_WHAT YOU SHOULD DO:_
Go through the data below and count every line that has the word "symbols". Return only the count.

_Saved data entries:_
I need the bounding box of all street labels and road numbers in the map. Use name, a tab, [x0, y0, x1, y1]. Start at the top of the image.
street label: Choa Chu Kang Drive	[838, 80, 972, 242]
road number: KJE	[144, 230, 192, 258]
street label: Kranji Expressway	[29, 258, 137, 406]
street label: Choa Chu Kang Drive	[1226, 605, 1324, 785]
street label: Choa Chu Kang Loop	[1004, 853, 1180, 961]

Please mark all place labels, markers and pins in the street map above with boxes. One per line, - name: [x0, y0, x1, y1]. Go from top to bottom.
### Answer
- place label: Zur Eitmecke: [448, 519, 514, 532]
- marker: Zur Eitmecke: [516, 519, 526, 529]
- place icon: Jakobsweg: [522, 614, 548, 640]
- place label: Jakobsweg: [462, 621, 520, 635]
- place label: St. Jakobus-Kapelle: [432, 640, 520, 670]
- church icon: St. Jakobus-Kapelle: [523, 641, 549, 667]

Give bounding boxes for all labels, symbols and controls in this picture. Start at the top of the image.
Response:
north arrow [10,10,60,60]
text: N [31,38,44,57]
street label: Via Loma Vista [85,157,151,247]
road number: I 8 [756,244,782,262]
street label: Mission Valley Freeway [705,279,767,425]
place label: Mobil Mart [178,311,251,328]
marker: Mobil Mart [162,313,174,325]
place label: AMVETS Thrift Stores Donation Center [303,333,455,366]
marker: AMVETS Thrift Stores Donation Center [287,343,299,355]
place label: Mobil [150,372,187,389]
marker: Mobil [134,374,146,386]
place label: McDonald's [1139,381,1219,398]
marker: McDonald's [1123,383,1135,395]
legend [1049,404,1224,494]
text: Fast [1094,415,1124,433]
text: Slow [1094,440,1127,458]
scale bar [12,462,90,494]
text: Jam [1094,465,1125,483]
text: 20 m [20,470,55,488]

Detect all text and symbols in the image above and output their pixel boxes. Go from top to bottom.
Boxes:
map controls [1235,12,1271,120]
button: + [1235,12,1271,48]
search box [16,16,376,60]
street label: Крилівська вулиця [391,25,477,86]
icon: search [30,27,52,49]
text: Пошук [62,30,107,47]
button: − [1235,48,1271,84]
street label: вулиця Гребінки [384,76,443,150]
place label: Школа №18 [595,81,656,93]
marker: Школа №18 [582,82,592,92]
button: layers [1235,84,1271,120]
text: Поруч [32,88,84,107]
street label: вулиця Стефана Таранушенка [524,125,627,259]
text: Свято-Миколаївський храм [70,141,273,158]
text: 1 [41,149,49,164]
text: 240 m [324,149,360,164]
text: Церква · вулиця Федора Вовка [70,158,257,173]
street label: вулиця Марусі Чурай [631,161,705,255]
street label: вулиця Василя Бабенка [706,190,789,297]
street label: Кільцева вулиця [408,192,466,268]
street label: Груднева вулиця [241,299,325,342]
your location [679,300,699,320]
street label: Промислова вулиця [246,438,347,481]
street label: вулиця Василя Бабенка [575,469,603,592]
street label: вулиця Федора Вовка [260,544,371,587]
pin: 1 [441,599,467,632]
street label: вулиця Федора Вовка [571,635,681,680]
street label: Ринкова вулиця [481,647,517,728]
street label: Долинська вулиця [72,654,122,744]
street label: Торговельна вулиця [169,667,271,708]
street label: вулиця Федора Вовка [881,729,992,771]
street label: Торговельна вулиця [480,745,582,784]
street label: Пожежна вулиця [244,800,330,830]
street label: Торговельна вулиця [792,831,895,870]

_SOLVED EXERCISE:_
2